[Collected data]
'''

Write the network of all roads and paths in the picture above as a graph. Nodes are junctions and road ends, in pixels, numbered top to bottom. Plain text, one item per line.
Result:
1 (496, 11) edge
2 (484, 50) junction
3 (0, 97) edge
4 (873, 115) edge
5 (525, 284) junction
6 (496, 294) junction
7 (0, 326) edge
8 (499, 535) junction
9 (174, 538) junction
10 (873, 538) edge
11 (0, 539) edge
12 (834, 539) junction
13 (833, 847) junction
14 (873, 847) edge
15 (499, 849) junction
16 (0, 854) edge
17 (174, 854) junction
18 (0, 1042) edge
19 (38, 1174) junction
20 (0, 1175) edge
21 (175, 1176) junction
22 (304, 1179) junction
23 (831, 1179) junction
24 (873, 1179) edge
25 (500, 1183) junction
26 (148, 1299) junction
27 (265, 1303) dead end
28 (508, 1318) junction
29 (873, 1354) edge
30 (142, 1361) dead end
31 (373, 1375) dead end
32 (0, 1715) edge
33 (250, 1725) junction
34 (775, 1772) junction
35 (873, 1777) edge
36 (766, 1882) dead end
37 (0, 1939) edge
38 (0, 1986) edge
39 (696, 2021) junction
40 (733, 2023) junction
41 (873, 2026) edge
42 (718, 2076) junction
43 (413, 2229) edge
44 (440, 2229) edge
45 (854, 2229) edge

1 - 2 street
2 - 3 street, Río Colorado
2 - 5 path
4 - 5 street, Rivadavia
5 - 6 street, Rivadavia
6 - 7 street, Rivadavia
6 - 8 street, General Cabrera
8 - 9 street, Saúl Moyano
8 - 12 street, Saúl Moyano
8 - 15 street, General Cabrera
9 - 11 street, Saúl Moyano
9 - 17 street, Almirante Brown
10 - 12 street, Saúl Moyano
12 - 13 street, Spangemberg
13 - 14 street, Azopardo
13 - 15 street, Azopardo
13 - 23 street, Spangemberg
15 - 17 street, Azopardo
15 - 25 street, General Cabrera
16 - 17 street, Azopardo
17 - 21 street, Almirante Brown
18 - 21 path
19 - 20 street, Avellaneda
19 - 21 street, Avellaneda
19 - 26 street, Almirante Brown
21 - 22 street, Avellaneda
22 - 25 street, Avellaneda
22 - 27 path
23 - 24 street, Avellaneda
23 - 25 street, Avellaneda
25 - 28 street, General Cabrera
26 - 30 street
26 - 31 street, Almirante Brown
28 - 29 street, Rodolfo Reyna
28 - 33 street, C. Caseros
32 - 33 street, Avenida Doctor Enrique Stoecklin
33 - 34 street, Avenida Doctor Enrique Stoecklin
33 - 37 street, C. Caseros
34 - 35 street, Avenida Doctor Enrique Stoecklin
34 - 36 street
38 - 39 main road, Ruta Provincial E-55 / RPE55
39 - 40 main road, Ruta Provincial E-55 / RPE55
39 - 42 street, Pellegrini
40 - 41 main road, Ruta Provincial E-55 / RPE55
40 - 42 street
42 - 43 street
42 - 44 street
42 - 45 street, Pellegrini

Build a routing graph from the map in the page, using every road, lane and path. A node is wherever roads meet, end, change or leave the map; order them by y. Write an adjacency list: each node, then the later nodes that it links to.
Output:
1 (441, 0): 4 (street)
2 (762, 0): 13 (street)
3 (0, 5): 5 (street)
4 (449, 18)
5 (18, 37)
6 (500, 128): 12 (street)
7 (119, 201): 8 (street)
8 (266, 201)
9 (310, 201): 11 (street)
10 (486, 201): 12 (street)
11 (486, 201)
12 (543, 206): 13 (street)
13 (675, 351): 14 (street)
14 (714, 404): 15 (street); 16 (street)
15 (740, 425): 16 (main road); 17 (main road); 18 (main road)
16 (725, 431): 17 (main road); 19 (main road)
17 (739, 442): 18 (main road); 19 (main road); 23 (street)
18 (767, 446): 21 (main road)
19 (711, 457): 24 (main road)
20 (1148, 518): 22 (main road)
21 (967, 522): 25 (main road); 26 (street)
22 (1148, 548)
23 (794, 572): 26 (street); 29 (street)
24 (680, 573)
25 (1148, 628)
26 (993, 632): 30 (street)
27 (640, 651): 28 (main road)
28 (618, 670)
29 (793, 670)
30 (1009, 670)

'''

- **YOUR GOAL**: Reproduce, with both ends included, the lines from the one holding "Build a routing" to the end of the records above.

- **SOLUTION TO THIS TASK**:
Build a routing graph from the map in the page, using every road, lane and path. A node is wherever roads meet, end, change or leave the map; order them by y. Write an adjacency list: each node, then the later nodes that it links to.
Output:
1 (441, 0): 4 (street)
2 (762, 0): 13 (street)
3 (0, 5): 5 (street)
4 (449, 18)
5 (18, 37)
6 (500, 128): 12 (street)
7 (119, 201): 8 (street)
8 (266, 201)
9 (310, 201): 11 (street)
10 (486, 201): 12 (street)
11 (486, 201)
12 (543, 206): 13 (street)
13 (675, 351): 14 (street)
14 (714, 404): 15 (street); 16 (street)
15 (740, 425): 16 (main road); 17 (main road); 18 (main road)
16 (725, 431): 17 (main road); 19 (main road)
17 (739, 442): 18 (main road); 19 (main road); 23 (street)
18 (767, 446): 21 (main road)
19 (711, 457): 24 (main road)
20 (1148, 518): 22 (main road)
21 (967, 522): 25 (main road); 26 (street)
22 (1148, 548)
23 (794, 572): 26 (street); 29 (street)
24 (680, 573)
25 (1148, 628)
26 (993, 632): 30 (street)
27 (640, 651): 28 (main road)
28 (618, 670)
29 (793, 670)
30 (1009, 670)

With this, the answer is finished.